**The problem**: Where the records below show a line containing "index mcp: (1130, 791)", start copying; end with the line containing "ring dip: (1176, 775)", and copy it too.

**Data to examine**:
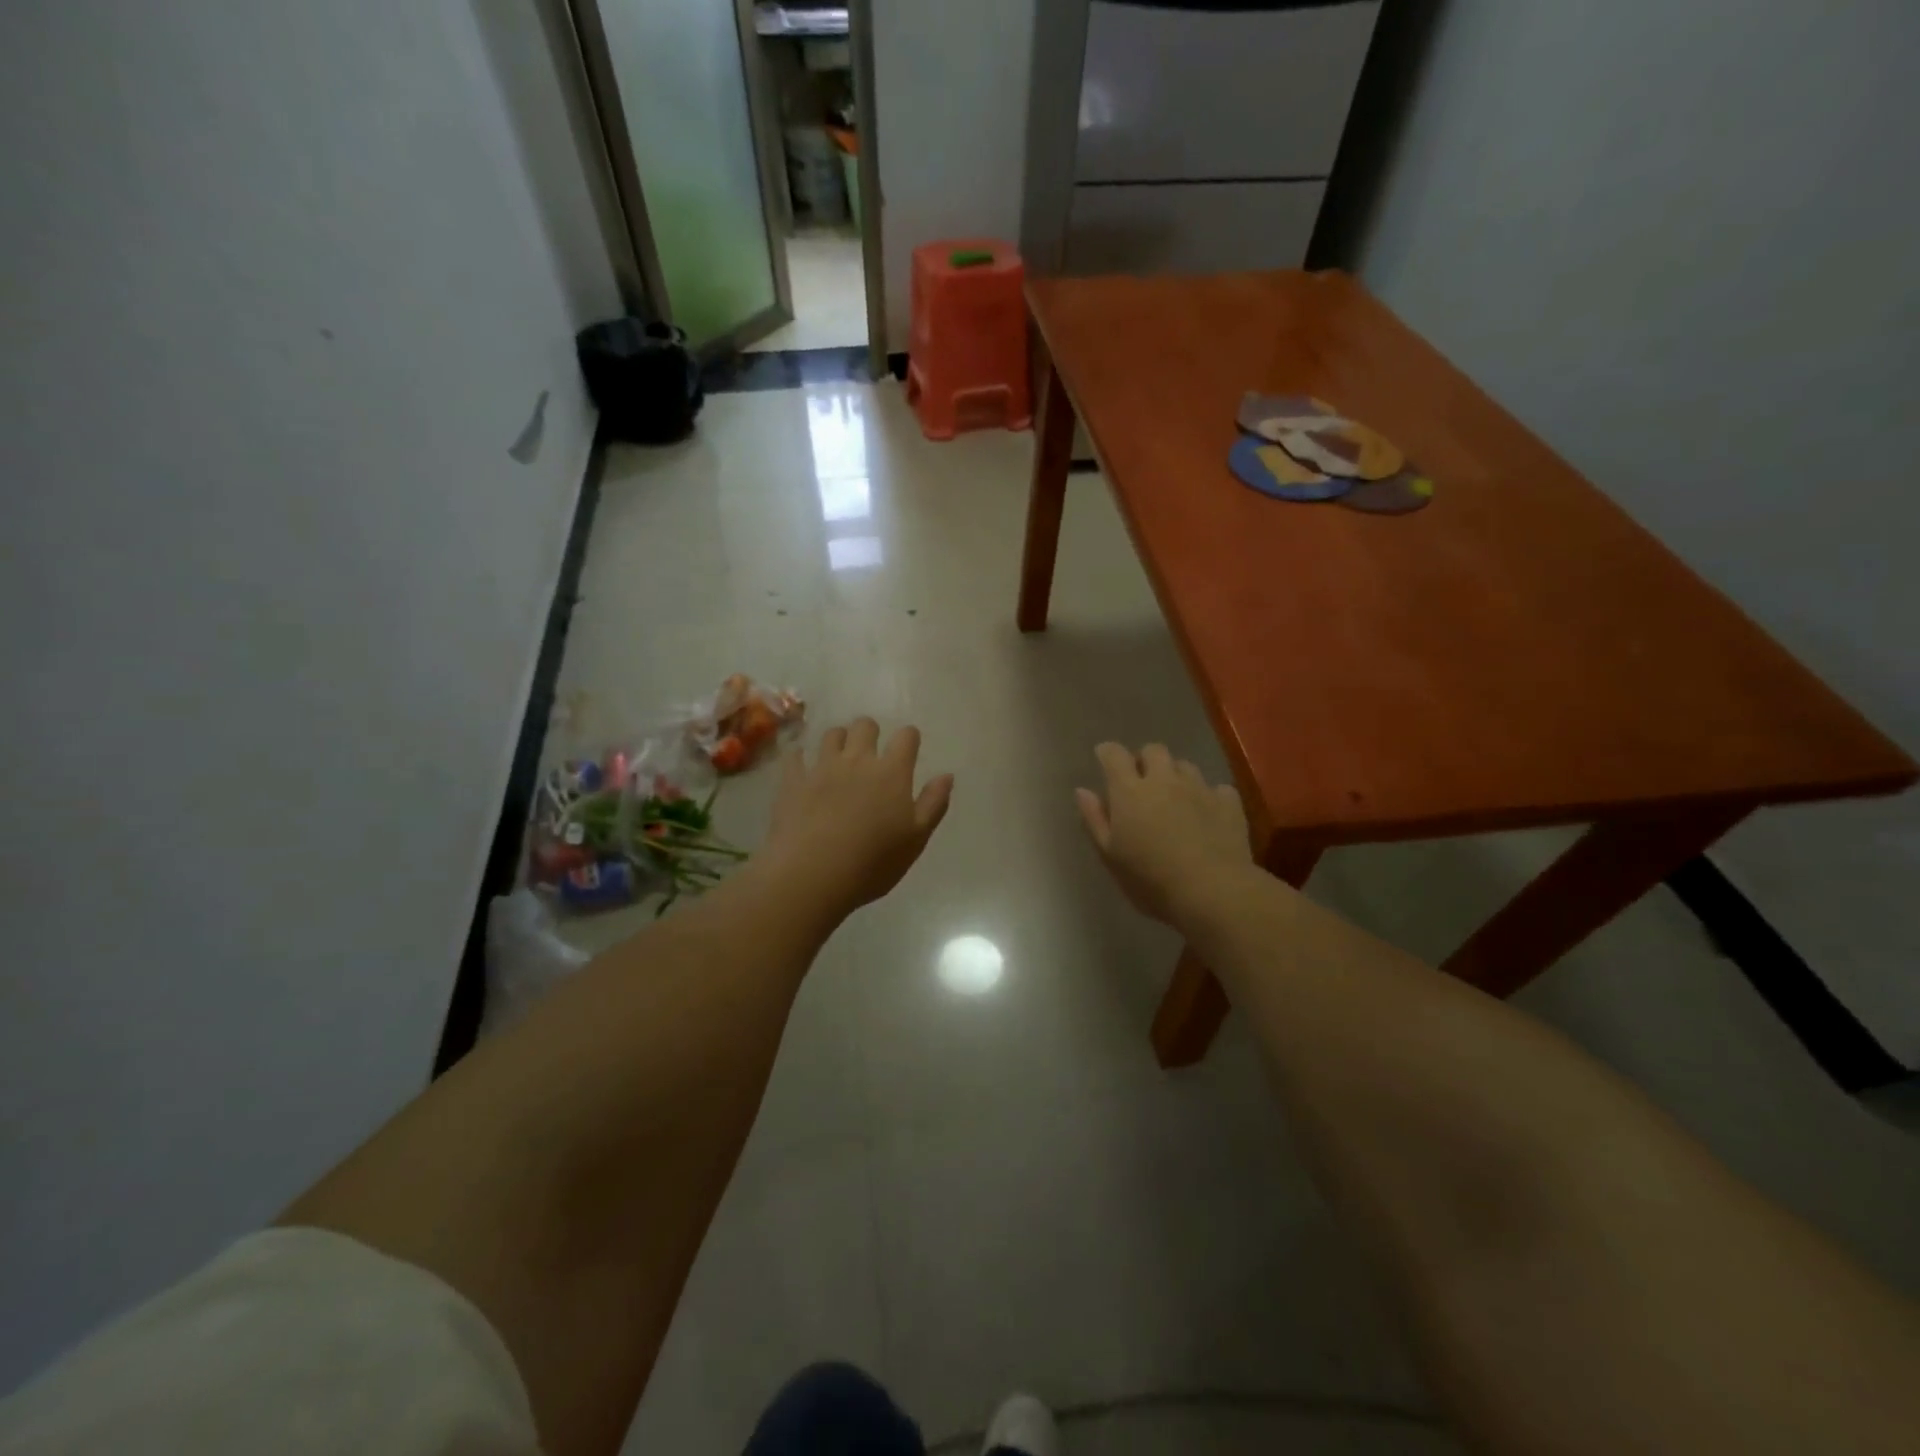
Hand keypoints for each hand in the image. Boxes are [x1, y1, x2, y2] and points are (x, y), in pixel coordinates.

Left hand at [762, 717, 953, 916]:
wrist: (812, 874)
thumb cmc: (873, 862)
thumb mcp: (916, 839)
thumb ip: (933, 803)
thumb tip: (946, 775)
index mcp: (892, 772)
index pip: (906, 737)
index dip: (909, 738)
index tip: (909, 748)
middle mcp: (857, 760)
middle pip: (865, 726)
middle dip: (870, 733)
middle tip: (871, 753)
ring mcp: (822, 768)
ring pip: (831, 734)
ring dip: (838, 741)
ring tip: (839, 759)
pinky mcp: (793, 781)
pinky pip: (795, 757)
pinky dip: (800, 758)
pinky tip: (802, 768)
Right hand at [1076, 743, 1251, 924]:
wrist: (1213, 892)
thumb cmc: (1151, 880)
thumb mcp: (1111, 856)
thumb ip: (1095, 819)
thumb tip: (1082, 790)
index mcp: (1130, 791)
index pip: (1114, 755)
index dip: (1108, 753)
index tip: (1104, 759)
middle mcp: (1164, 780)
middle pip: (1153, 750)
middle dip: (1145, 759)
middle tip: (1141, 783)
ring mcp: (1199, 788)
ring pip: (1185, 765)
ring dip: (1176, 775)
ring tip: (1175, 798)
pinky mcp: (1228, 803)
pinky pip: (1217, 788)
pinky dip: (1209, 795)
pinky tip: (1208, 813)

**Solution to the exercise**:
index mcp: (1130, 791)
index pip: (1114, 755)
index dip: (1108, 753)
index tip: (1104, 759)
middle mcp: (1164, 780)
middle pip: (1153, 750)
middle dip: (1145, 759)
middle tip: (1141, 783)
ring mcp: (1199, 788)
ring pip: (1185, 765)
ring dip: (1176, 775)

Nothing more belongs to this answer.